Francisco J. Chavanel
La mesa era larga como un día sin pan. Para tratarse de la mesa de la paz la mesa parecía la nave del olvido. Ancha y larga a la vez. Pintada de un blanco oro que tuvo que ser de otros emperadores rusos. Nos imaginamos a Catalina La Grande en uno de los extremos cenando con uno de sus amantes en el otro. Y engulléndolo poco a poco mientras avanzaba el ceremonial de la degustación.
El anfitrión se sentó en el extremo izquierdo, y el invitado en el derecho. En medio un campo yermo, con hectáreas y hectáreas a recorrer. Pero el campo estaba solitario, nadie en ese lugar desolado salvo ellos dos, ningún grito, ninguna agitación…, se iba a hablar de paz pero aquello olía a guerra y a terror.
El invitado, Enmanuelle Macron, tomó la palabra. Hablaba rápido el francés, con estilo, dando la impresión de profundos conocimientos, alta inteligencia y prosaica vida personal. Venía a salvar Occidente, a buscarle una salida al mar a su anfitrión, a convertir su ambición de transformar la vieja Rusia en otra más vieja todavía, en algo parecido a un trueque con los tanques y los misiles escuchando la conversación.

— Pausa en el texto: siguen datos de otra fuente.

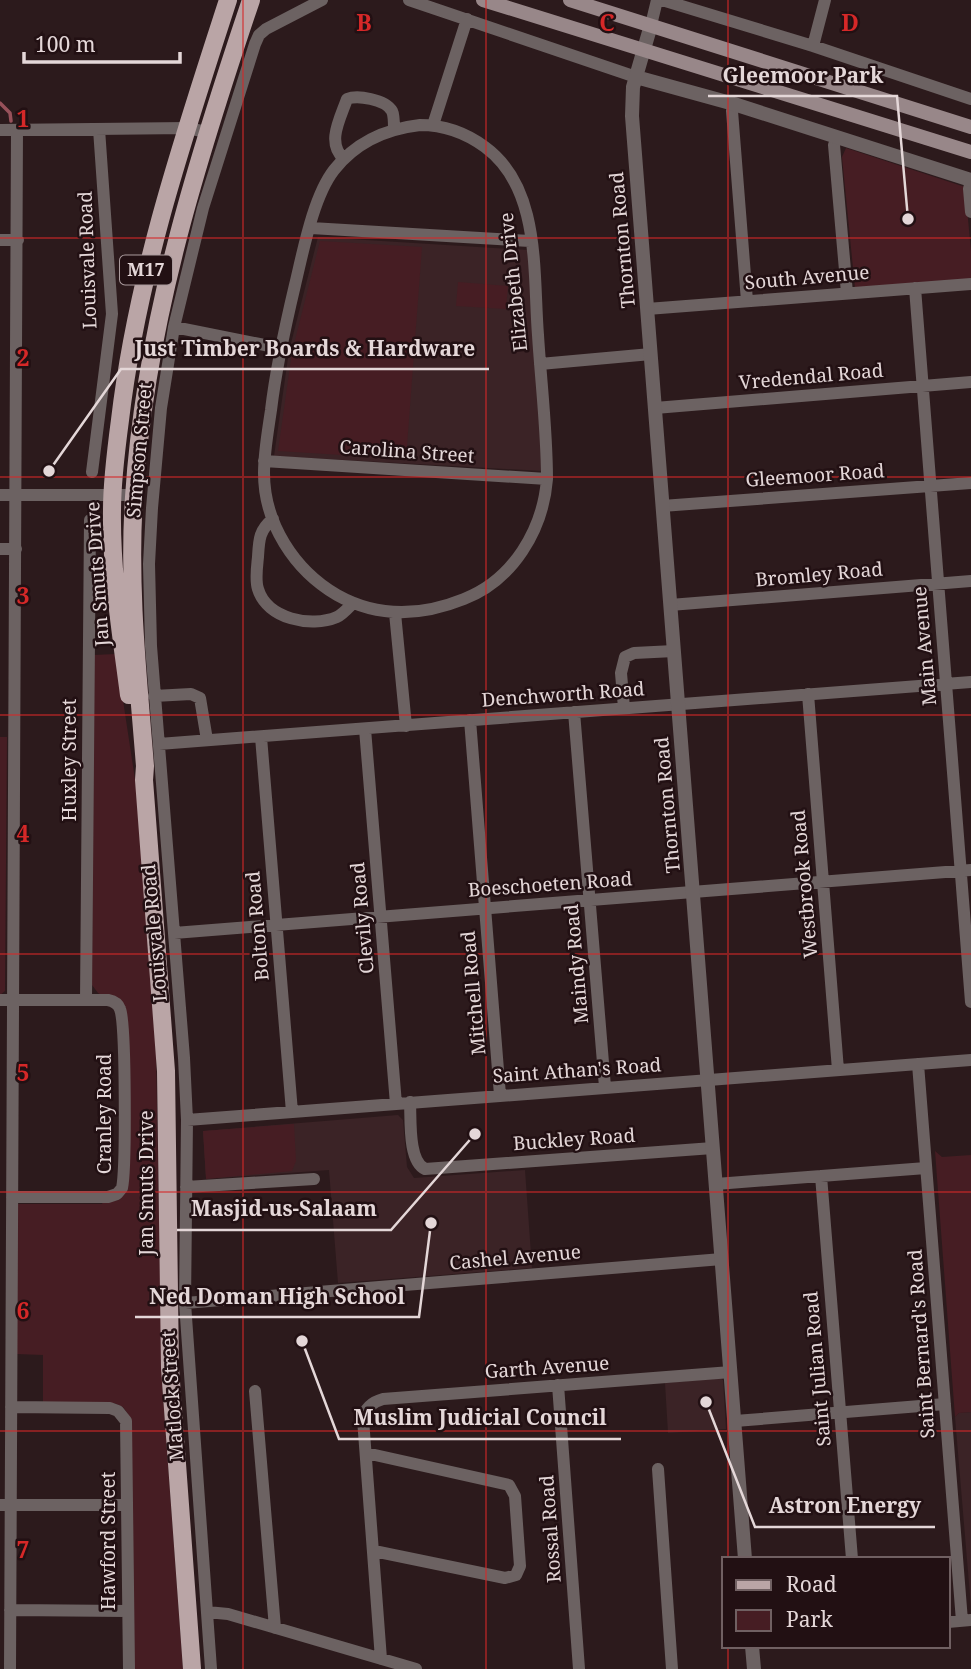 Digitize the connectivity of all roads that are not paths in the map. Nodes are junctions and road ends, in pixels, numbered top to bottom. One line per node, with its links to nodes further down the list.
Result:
1 (228, 0): 18 (main road, Jan Smuts Drive / M17)
2 (251, 0): 23 (main road, Jan Smuts Drive / M17)
3 (322, 0): 38 (street, Simpson Street)
4 (409, 0): 9 (street)
5 (483, 0): 12 (main road)
6 (570, 0): 10 (main road)
7 (659, 0): 10 (street); 11 (street)
8 (825, 0): 11 (street)
9 (467, 19): 13 (street); 16 (street)
10 (651, 25): 12 (street, Thornton Road); 17 (main road)
11 (813, 46): 14 (street)
12 (644, 50): 13 (street, Thornton Road); 25 (main road)
13 (636, 77): 15 (street); 37 (street, Thornton Road)
14 (971, 99)
15 (734, 104): 24 (street); 36 (street)
16 (433, 125): 20 (street, Elizabeth Drive); 32 (street, Elizabeth Drive)
17 (971, 127)
18 (187, 128): 19 (street); 23 (street); 51 (main road, Jan Smuts Drive / M17)
19 (99, 129): 22 (street); 46 (street, Louisvale Road)
20 (394, 129): 26 (street, Elizabeth Drive); 26 (street)
21 (0, 130): 22 (street)
22 (17, 130): 31 (street)
23 (207, 132): 52 (main road, Jan Smuts Drive / M17)
24 (837, 137): 27 (street); 35 (street)
25 (971, 152)
26 (344, 159): 29 (street, Elizabeth Drive)
27 (971, 181): 28 (street)
28 (971, 212)
29 (311, 228): 32 (street); 39 (street, Elizabeth Drive)
30 (0, 240): 31 (street)
31 (18, 240): 53 (street)
32 (530, 241): 41 (street, Elizabeth Drive)
33 (971, 284): 34 (street, South Avenue)
34 (915, 288): 35 (street, South Avenue); 43 (street, Main Avenue)
35 (847, 293): 36 (street, South Avenue)
36 (747, 301): 37 (street, South Avenue)
37 (647, 309): 40 (street, Thornton Road)
38 (174, 327): 39 (street); 72 (street, Simpson Street)
39 (280, 348): 45 (street, Elizabeth Drive)
40 (650, 354): 41 (street); 44 (street, Thornton Road)
41 (540, 364): 47 (street, Elizabeth Drive)
42 (971, 382): 43 (street, Vredendal Road)
43 (923, 386): 44 (street, Vredendal Road); 49 (street, Main Avenue)
44 (655, 408): 54 (street, Thornton Road)
45 (264, 461): 47 (street, Carolina Street); 55 (street, Elizabeth Drive)
46 (92, 472)
47 (547, 479): 65 (street, Elizabeth Drive)
48 (971, 483): 49 (street, Gleemoor Road)
49 (930, 486): 54 (street, Gleemoor Road); 60 (street, Main Avenue)
50 (0, 495): 53 (street)
51 (112, 495): 52 (street); 53 (street); 82 (main road, Jan Smuts Drive / M17)
52 (134, 495): 82 (main road, Jan Smuts Drive / M17)
53 (16, 496): 58 (street)
54 (662, 506): 64 (street, Thornton Road)
55 (273, 519): 63 (street, Elizabeth Drive); 63 (street)
56 (90, 520): 92 (street, Huxley Street)
57 (0, 549): 58 (street)
58 (16, 549): 62 (street)
59 (971, 581): 60 (street, Bromley Road)
60 (939, 583): 64 (street, Bromley Road); 70 (street, Main Avenue)
61 (0, 601): 62 (street)
62 (15, 601): 67 (street)
63 (353, 603): 65 (street, Elizabeth Drive)
64 (670, 605): 68 (street, Thornton Road)
65 (395, 613): 77 (street)
66 (0, 651): 67 (street)
67 (15, 651): 91 (street)
68 (674, 651): 73 (street, Thornton Road); 74 (street)
69 (971, 682): 70 (street, Denchworth Road)
70 (946, 684): 71 (street, Denchworth Road); 83 (street, Main Avenue)
71 (808, 694): 73 (street, Denchworth Road); 84 (street, Westbrook Road)
72 (154, 696): 80 (street); 81 (street, Simpson Street)
73 (678, 704): 74 (street, Denchworth Road); 85 (street, Thornton Road)
74 (624, 708): 75 (street, Denchworth Road)
75 (575, 712): 76 (street, Denchworth Road); 86 (street, Maindy Road)
76 (470, 720): 77 (street, Denchworth Road); 87 (street, Mitchell Road)
77 (406, 726): 78 (street, Denchworth Road)
78 (365, 729): 79 (street, Denchworth Road); 88 (street, Clevily Road)
79 (261, 737): 80 (street, Denchworth Road); 89 (street, Bolton Road)
80 (206, 740): 81 (street, Denchworth Road)
81 (159, 744): 90 (street, Louisvale Road)
82 (144, 780): 140 (main road, Jan Smuts Drive / M17)
83 (966, 870): 84 (street, Boeschoeten Road); 93 (street, Main Avenue)
84 (823, 881): 85 (street, Boeschoeten Road); 96 (street, Westbrook Road)
85 (693, 892): 86 (street, Boeschoeten Road); 97 (street, Thornton Road)
86 (590, 900): 87 (street, Boeschoeten Road); 98 (street, Maindy Road)
87 (485, 908): 88 (street, Boeschoeten Road); 99 (street, Mitchell Road)
88 (382, 917): 89 (street, Boeschoeten Road); 101 (street, Clevily Road)
89 (276, 925): 90 (street, Boeschoeten Road); 102 (street, Bolton Road)
90 (174, 933): 103 (street, Louisvale Road)
91 (6, 1000): 92 (street); 104 (street)
92 (86, 1000): 111 (street, Cranley Road)
93 (971, 1002)
94 (971, 1059): 95 (street, Saint Athan's Road)
95 (918, 1064): 96 (street, Saint Athan's Road); 106 (street, Saint Bernard's Road)
96 (838, 1070): 97 (street, Saint Athan's Road)
97 (707, 1079): 98 (street, Saint Athan's Road); 105 (street, Thornton Road)
98 (605, 1087): 99 (street, Saint Athan's Road)
99 (500, 1095): 100 (street, Saint Athan's Road)
100 (410, 1102): 101 (street, Saint Athan's Road); 105 (street, Buckley Road)
101 (396, 1104): 102 (street, Saint Athan's Road)
102 (292, 1112): 103 (street, Saint Athan's Road)
103 (187, 1120): 110 (street, Matlock Street)
104 (6, 1139): 111 (street)
105 (713, 1147): 109 (street, Thornton Road)
106 (926, 1168): 107 (street); 120 (street, Saint Bernard's Road)
107 (821, 1176): 109 (street); 121 (street, Saint Julian Road)
108 (314, 1179): 110 (street)
109 (716, 1184): 112 (street, Thornton Road)
110 (186, 1187): 114 (street, Matlock Street)
111 (8, 1206): 113 (street)
112 (722, 1258): 114 (street, Cashel Avenue); 116 (street, Thornton Road)
113 (6, 1276): 115 (street)
114 (185, 1303): 132 (street, Matlock Street)
115 (6, 1346): 119 (street)
116 (731, 1372): 117 (street, Garth Avenue); 122 (street, Thornton Road)
117 (558, 1385): 123 (street, Garth Avenue); 143 (street, Rossal Road)
118 (255, 1391): 134 (street)
119 (8, 1399): 125 (street); 126 (street, Hawford Street)
120 (945, 1404): 121 (street); 133 (street, Saint Bernard's Road)
121 (840, 1413): 122 (street); 129 (street, Saint Julian Road)
122 (735, 1421): 128 (street, Thornton Road)
123 (366, 1453): 127 (street); 127 (street)
124 (658, 1469): 144 (street)
125 (5, 1505): 126 (street); 130 (street)
126 (127, 1506): 131 (street, Hawford Street)
127 (374, 1551): 137 (street)
128 (745, 1557)
129 (852, 1557)
130 (10, 1611): 131 (street); 136 (street)
131 (127, 1611): 139 (street, Hawford Street)
132 (207, 1612): 134 (street); 141 (street, Matlock Street)
133 (967, 1621)
134 (275, 1628): 137 (street)
135 (752, 1648): 145 (street)
136 (5, 1651): 138 (street)
137 (381, 1659): 142 (street)
138 (10, 1669)
139 (129, 1669)
140 (192, 1669)
141 (211, 1669)
142 (416, 1669)
143 (579, 1669)
144 (673, 1669)
145 (754, 1669)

Pero lo que nadie sabe todavía es si todo lo que decía era entendido por Vladimir Putin, en el extremo izquierdo. No porque Macron fuese confuso en su exposición o se le echara de menos un uso más correcto del inglés. Sino porque las distancias eran largas. Las palabras debían recorrer unos cuantos metros para llegar a los oídos del interlocutor. Tal vez en algún momento fuese necesario que ambos tuviesen en sus manos un megáfono, o un altavoz de unos cien watios, aproximadamente.
Aunque el ruido era inexistente, y en el exterior ni siquiera cantaban los pájaros, como si fueran capaces de comprender la importancia de lo que se estaba ventilando en esa conversación y en esa mesa amplia como la vida de Matusalén, lo que se escuchaban eran murmullos. Putin tuvo que pedirle a uno de sus ayudantes que se acercase. “No escucho lo que dice”, musitó, “dígale al señor Macron que hable un poco más alto”. Cuando el premier francés recibió el recado empezó a levantar la voz cada vez más; al poco tiempo estaba gritando como si estuviera vendiendo lotería.
Más tarde el que dijo no escuchar fue el propio Macron que le pidió con educación exquisita a Putin que ascendiese el timbre de su voz de modo que ni una palabra suya se perdiera en aquella habitación infinita. Con esa bigmesa en medio de los dos podían haber hecho varias cosas: desde jugar al ping pong, al balonmano, pasando por el futbito, o una carrera al esprint. Todo eso hubiese resultado más lógico que intentar una conversación mínimamente fluida. Las palabras que brotaban de su bocas huían hacia ninguna parte. Aunque se dirigieran hacia el interlocutor que estaba enfrente, las palabras se perdían en el camino; muchas de ellas caían de agotamiento y morían en mitad del recorrido. Cualquiera que se hubiera fijado se habría dado cuenta de que allí, en el centro de esa mesa, figuraban los cadáveres de un montón de palabras, como por ejemplo “paz” o “negociación”. La palabra que dominaba entre los muertos era “paz”. Había mucha “paz” en aquel cementerio de artículos, adjetivos, adverbios, nombres y verbos. Los sustantivos apenas atravesaban los primeros diez metros; y los complementos directos cuando llegaban al último cuarto exclamaban: “No somos maratonianas”.
Después de gritar dos horas Macron y Putin se despidieron. Completamente afónicos apenas pudieron entonar un adiós. No se tocaron por el covid; no hubo ni beso en la mejilla ni un apretón de manos. De repente los pájaros volvieron a cantar. Los dos líderes sonrieron, felices de haberlo intentado. Hemos intentando ir a la guerra mientras hablábamos de paz, pensaron los dos sin saber que los dos pensaban lo mismo.
Luego entraron los limpiadores de palabras. Tenían tarea. En las siguientes cinco horas abrieron zanjas para enterrar tanta palabra malherida. Al terminar se acercaron a la mesa hasta rodearla con su presencia. Abrieron un par de botellas de vodka y unas cuantas latas de caviar traído especialmente del mercado negro y ahí, como un milagro, comenzó la vida de nuevo.